_Exercise data_.
☆ ☆ ☆

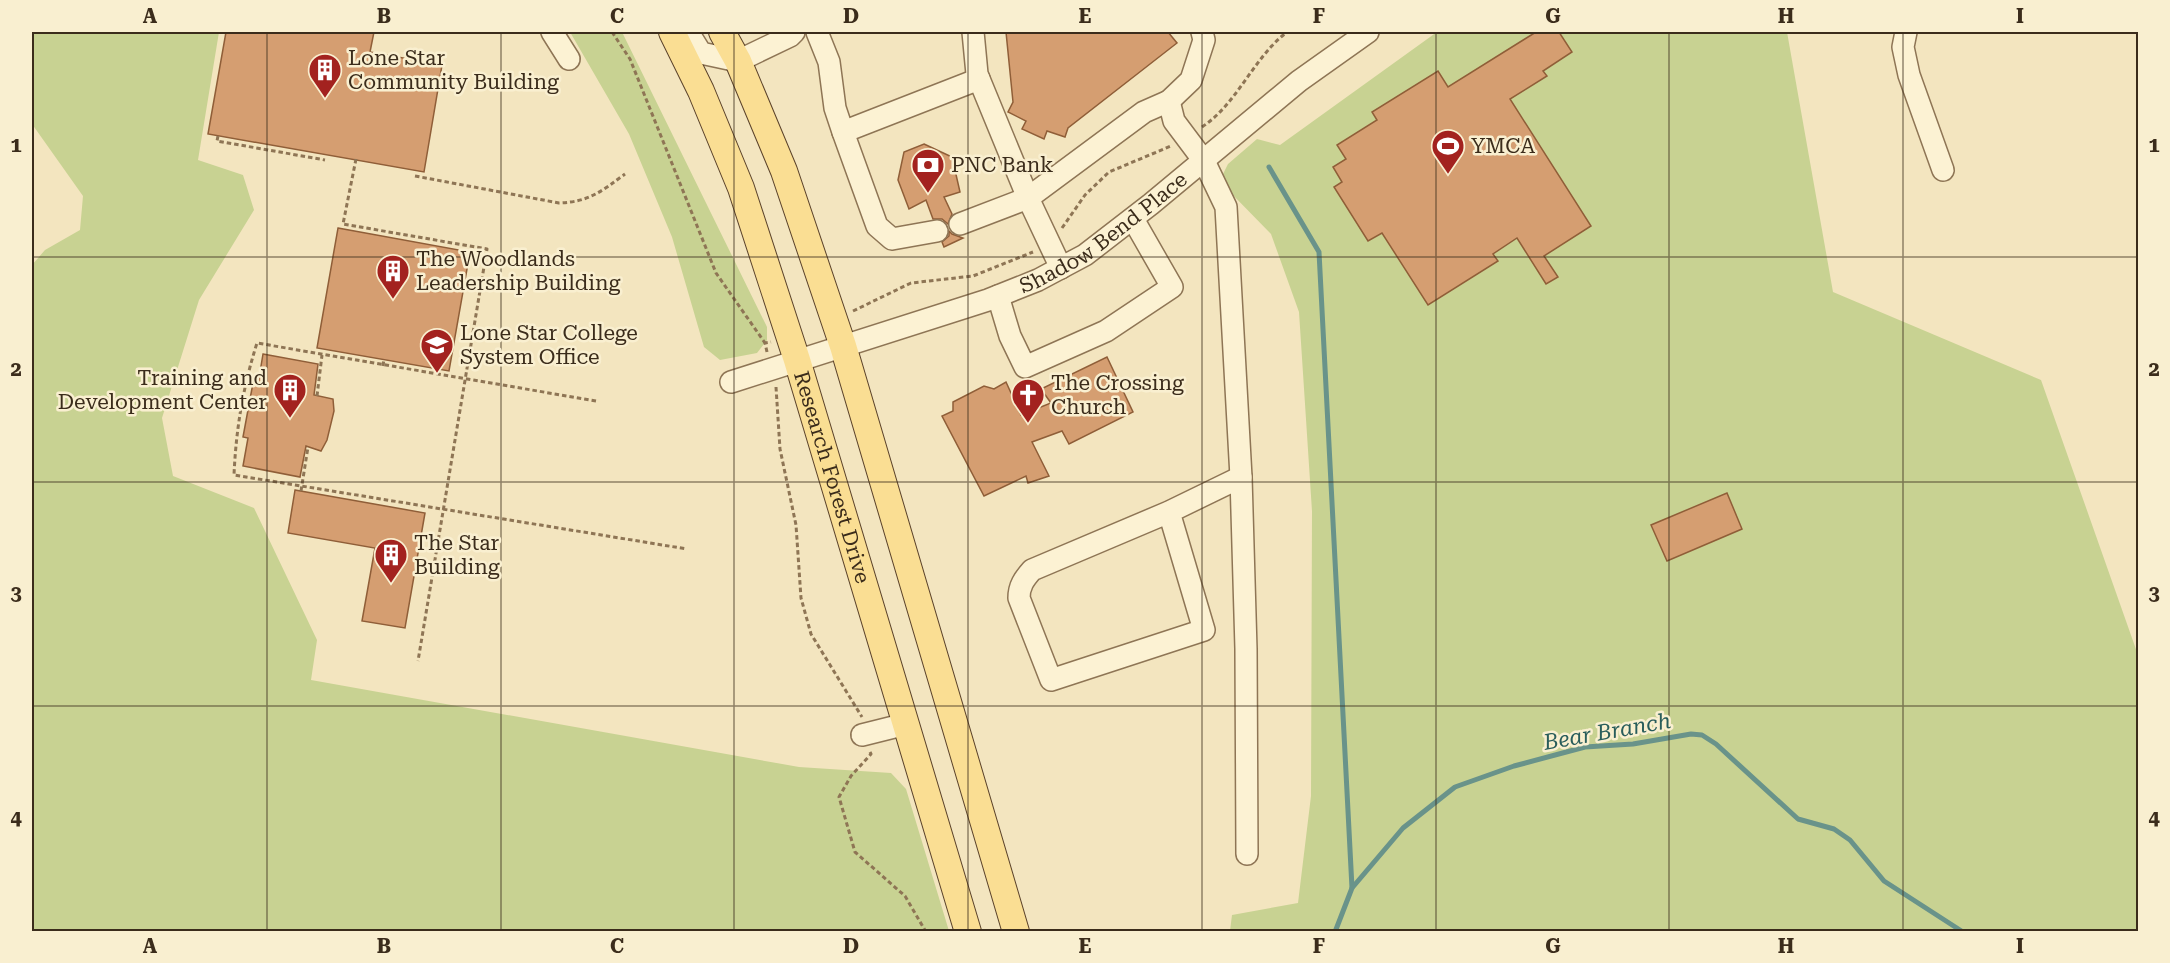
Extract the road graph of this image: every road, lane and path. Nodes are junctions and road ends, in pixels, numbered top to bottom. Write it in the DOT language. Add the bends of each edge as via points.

☆ ☆ ☆

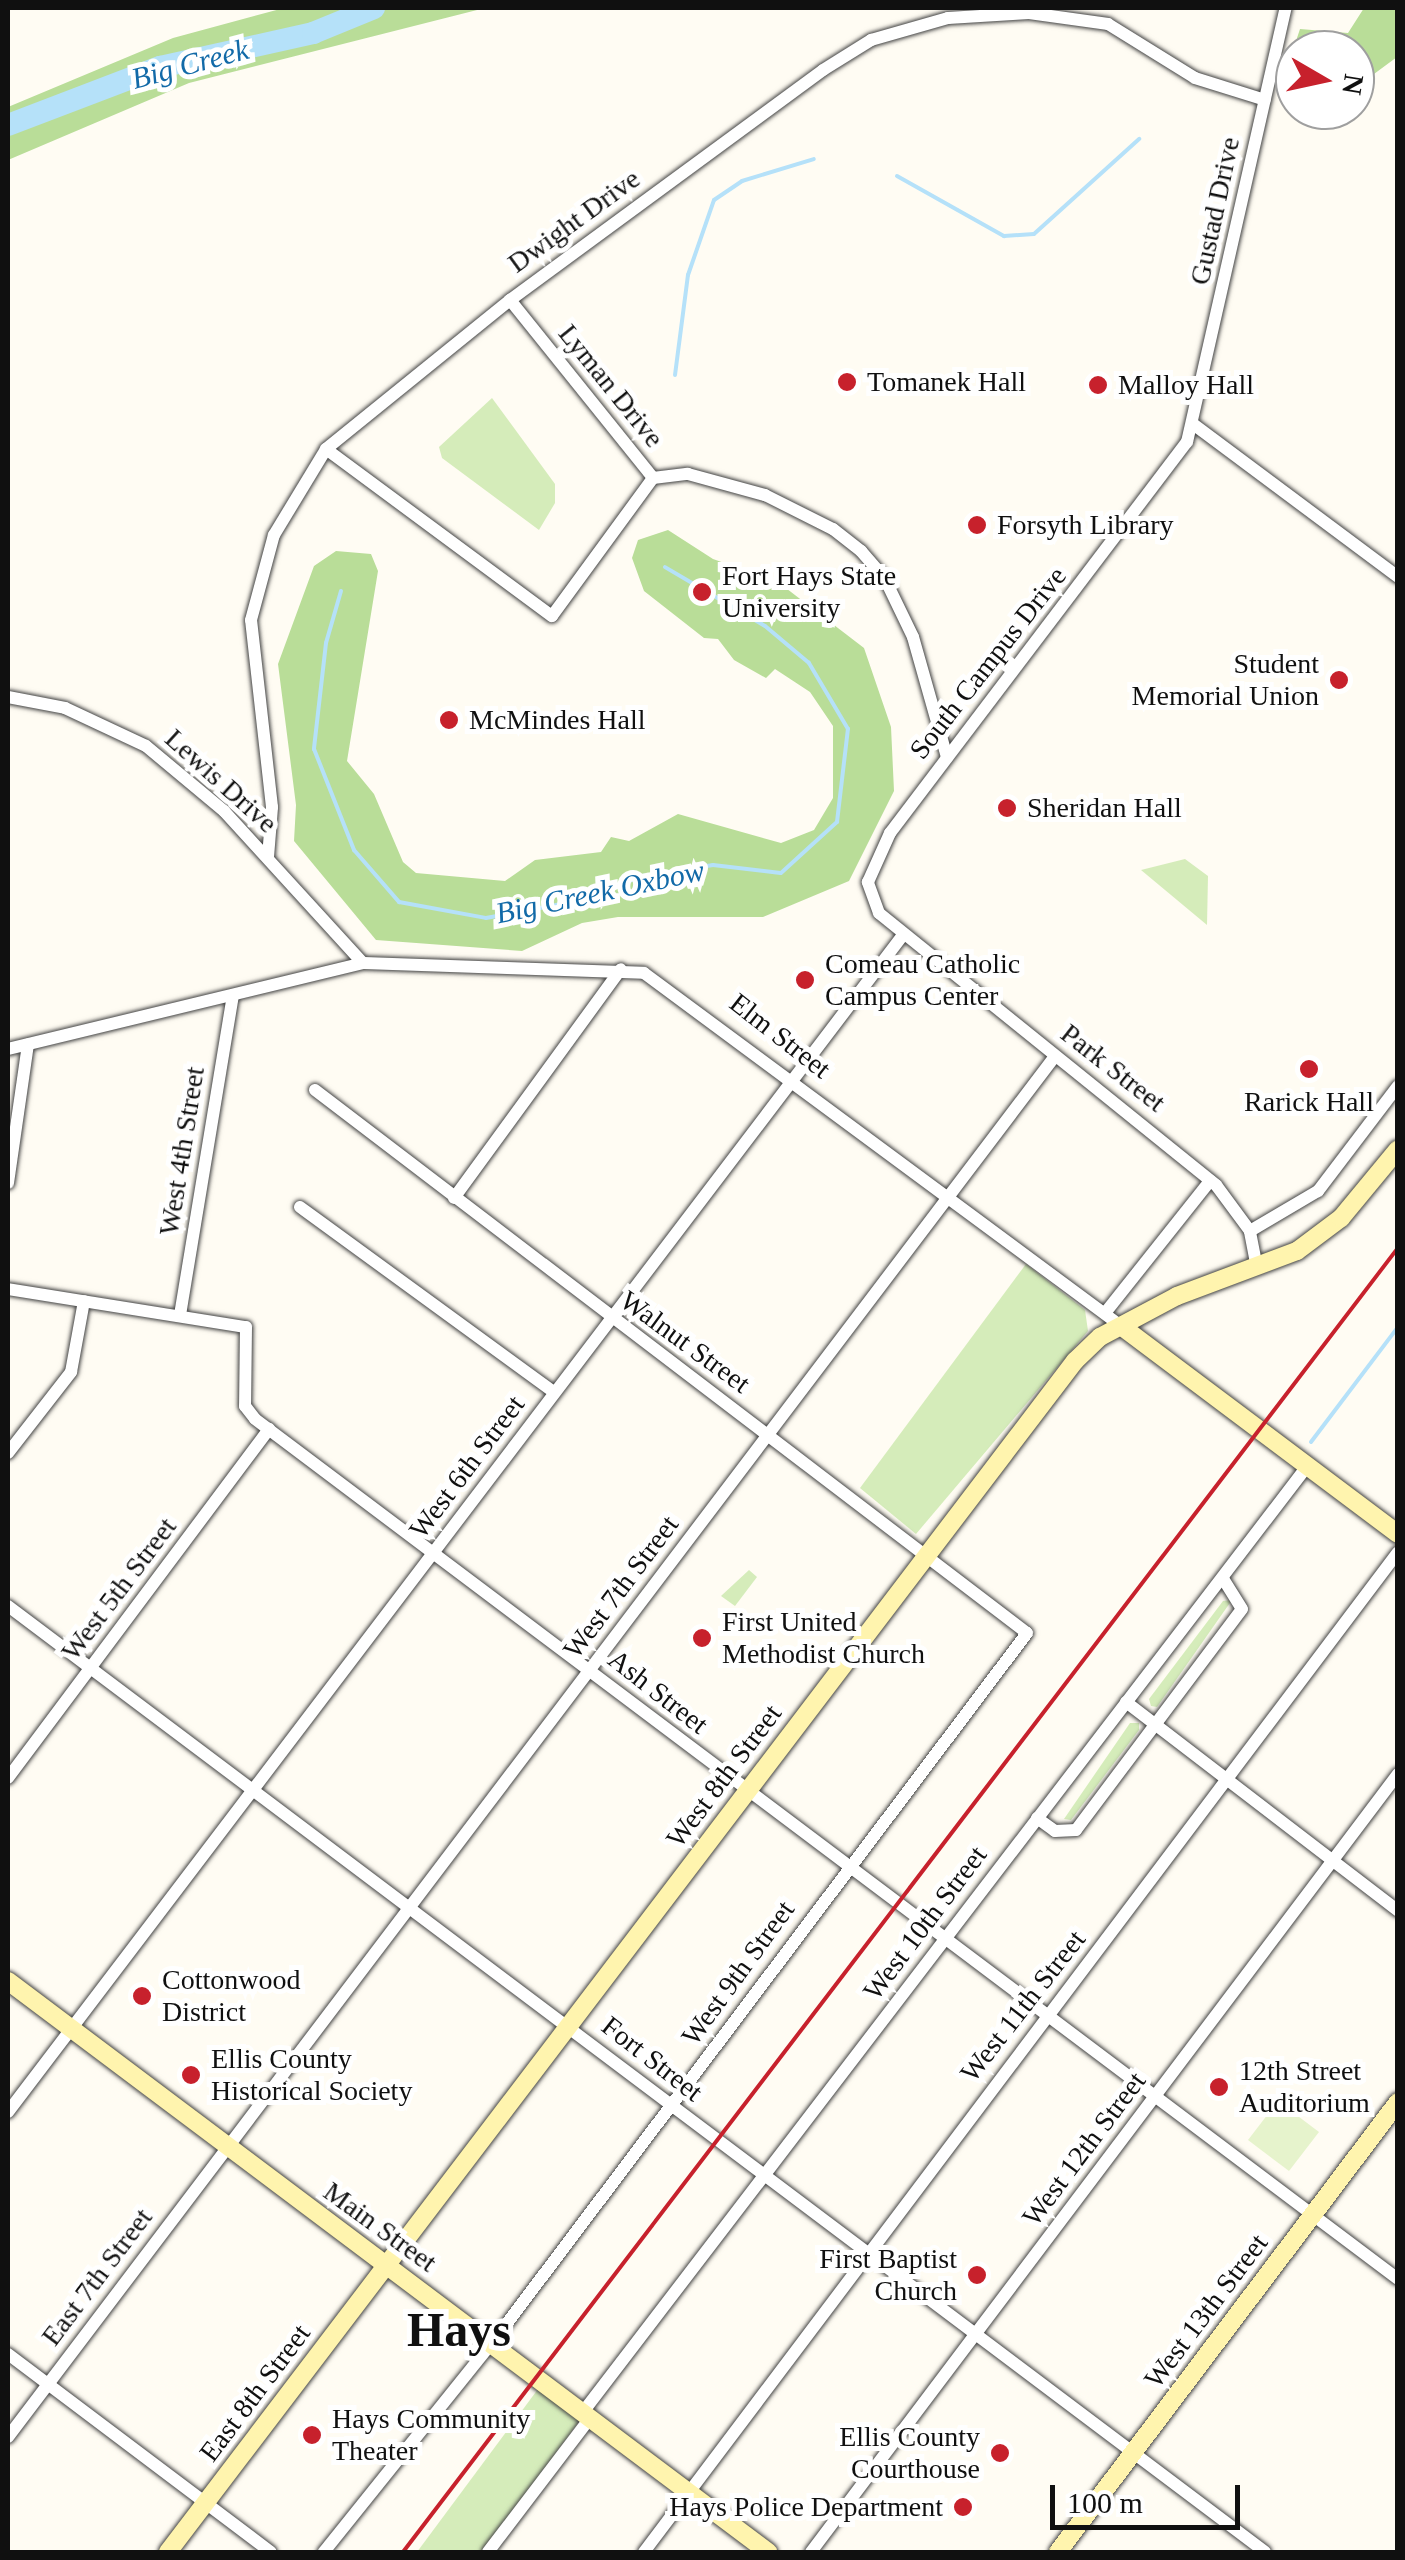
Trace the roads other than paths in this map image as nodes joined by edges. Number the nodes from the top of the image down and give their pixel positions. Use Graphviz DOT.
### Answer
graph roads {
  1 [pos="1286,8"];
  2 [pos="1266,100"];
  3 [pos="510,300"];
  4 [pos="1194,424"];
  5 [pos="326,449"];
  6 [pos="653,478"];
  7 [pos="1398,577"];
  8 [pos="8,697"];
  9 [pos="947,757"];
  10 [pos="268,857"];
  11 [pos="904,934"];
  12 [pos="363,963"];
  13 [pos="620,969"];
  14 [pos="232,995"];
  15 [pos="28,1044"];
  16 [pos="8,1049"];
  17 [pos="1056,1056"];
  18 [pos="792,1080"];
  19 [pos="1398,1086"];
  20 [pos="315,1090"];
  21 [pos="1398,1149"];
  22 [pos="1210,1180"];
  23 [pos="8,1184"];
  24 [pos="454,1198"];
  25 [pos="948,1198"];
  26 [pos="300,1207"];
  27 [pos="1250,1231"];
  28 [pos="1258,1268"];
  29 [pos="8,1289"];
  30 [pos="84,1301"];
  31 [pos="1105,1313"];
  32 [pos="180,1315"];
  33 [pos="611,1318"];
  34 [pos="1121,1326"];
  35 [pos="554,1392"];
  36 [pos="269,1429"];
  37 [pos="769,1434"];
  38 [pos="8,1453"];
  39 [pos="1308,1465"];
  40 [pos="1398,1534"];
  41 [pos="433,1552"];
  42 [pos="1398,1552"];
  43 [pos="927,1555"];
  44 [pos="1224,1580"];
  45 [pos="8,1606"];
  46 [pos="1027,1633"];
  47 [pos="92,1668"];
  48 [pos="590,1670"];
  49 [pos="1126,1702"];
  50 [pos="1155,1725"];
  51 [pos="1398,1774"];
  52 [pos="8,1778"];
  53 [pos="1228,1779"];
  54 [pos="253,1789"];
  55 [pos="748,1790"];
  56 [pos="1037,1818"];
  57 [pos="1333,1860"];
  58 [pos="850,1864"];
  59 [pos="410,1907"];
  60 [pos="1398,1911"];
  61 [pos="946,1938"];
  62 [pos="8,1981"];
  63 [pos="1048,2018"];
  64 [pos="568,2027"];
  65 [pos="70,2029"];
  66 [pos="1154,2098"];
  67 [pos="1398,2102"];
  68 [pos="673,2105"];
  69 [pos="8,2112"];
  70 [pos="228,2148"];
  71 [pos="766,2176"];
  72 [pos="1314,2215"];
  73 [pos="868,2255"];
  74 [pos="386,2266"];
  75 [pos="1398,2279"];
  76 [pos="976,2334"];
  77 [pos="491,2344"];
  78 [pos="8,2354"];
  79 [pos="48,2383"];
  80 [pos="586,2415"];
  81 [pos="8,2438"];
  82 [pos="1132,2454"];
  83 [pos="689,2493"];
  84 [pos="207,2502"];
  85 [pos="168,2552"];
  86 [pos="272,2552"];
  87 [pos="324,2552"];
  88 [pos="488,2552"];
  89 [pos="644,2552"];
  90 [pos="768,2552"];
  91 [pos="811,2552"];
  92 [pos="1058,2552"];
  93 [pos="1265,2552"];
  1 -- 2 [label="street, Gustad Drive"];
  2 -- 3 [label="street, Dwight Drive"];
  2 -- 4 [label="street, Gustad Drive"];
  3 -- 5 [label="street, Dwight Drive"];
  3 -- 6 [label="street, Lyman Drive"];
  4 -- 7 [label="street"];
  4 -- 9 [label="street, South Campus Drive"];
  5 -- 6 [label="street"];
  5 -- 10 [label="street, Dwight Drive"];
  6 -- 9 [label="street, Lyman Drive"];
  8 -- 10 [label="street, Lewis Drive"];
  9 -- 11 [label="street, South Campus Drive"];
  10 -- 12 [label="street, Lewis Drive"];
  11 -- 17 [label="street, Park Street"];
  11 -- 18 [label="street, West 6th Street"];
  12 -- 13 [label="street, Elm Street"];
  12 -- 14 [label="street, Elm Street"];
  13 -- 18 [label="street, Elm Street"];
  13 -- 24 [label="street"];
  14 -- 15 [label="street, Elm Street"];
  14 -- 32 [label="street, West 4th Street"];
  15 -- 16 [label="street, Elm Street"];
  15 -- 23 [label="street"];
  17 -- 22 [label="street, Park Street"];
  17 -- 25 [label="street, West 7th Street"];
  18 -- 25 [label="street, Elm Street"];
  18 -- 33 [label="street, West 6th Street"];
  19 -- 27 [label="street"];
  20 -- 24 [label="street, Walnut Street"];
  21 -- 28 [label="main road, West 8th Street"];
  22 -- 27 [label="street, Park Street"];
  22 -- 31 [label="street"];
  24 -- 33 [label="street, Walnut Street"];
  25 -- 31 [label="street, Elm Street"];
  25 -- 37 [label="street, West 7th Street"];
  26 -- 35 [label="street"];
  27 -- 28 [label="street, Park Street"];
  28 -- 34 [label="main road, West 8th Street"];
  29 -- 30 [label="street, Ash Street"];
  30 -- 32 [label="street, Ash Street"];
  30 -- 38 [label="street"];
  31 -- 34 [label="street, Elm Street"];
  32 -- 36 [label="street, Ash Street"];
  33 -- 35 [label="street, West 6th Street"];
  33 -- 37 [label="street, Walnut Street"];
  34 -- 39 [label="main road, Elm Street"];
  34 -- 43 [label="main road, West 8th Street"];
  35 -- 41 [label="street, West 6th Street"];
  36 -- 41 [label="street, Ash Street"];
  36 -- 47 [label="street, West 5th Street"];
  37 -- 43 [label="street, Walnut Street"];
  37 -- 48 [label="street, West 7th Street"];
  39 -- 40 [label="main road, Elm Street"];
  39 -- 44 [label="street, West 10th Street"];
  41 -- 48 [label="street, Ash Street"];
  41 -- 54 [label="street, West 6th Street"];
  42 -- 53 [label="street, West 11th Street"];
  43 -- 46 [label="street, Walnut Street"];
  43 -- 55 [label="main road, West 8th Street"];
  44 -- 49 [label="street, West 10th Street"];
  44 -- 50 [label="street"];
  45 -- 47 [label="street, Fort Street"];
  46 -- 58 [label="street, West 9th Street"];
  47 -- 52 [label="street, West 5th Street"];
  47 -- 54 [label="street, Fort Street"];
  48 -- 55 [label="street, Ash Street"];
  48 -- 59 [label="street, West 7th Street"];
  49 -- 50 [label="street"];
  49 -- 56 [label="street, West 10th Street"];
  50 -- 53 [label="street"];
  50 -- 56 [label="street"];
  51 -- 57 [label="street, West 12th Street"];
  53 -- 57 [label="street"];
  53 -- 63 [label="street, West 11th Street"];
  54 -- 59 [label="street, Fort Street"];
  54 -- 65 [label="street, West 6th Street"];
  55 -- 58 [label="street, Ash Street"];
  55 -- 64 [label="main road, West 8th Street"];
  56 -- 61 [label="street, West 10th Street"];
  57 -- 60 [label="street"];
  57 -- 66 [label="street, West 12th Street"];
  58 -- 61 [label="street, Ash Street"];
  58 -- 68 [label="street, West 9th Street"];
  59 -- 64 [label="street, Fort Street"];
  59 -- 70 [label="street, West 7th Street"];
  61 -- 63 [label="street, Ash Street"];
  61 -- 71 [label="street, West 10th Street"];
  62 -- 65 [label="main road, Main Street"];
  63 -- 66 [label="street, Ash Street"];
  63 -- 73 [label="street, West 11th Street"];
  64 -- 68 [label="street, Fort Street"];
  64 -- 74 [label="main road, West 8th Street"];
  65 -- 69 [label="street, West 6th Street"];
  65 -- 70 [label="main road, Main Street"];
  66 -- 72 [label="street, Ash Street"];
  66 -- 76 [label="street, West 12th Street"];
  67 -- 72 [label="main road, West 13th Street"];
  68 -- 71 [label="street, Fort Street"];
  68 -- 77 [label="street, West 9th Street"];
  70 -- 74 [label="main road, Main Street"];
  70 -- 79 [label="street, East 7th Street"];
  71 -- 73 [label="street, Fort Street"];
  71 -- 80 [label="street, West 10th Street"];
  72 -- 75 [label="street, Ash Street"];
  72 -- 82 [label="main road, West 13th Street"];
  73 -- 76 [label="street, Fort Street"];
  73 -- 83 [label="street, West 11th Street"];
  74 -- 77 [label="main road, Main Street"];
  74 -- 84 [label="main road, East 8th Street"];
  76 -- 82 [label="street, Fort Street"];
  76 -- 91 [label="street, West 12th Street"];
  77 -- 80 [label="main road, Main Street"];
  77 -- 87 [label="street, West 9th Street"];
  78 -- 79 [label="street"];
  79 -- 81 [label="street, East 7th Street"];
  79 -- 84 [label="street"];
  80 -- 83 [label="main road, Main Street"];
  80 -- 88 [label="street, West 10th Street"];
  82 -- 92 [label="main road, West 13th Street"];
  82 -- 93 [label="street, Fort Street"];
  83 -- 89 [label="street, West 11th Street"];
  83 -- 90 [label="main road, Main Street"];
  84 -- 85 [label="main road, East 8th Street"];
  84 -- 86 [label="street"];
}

☆ ☆ ☆

_Problem details_. Search the records for the string "this" and, wherever a line contains it, please copy that line.

_Expected answer_.
Extract the road graph of this image: every road, lane and path. Nodes are junctions and road ends, in pixels, numbered top to bottom. Write it in the DOT language. Add the bends of each edge as via points.
Trace the roads other than paths in this map image as nodes joined by edges. Number the nodes from the top of the image down and give their pixel positions. Use Graphviz DOT.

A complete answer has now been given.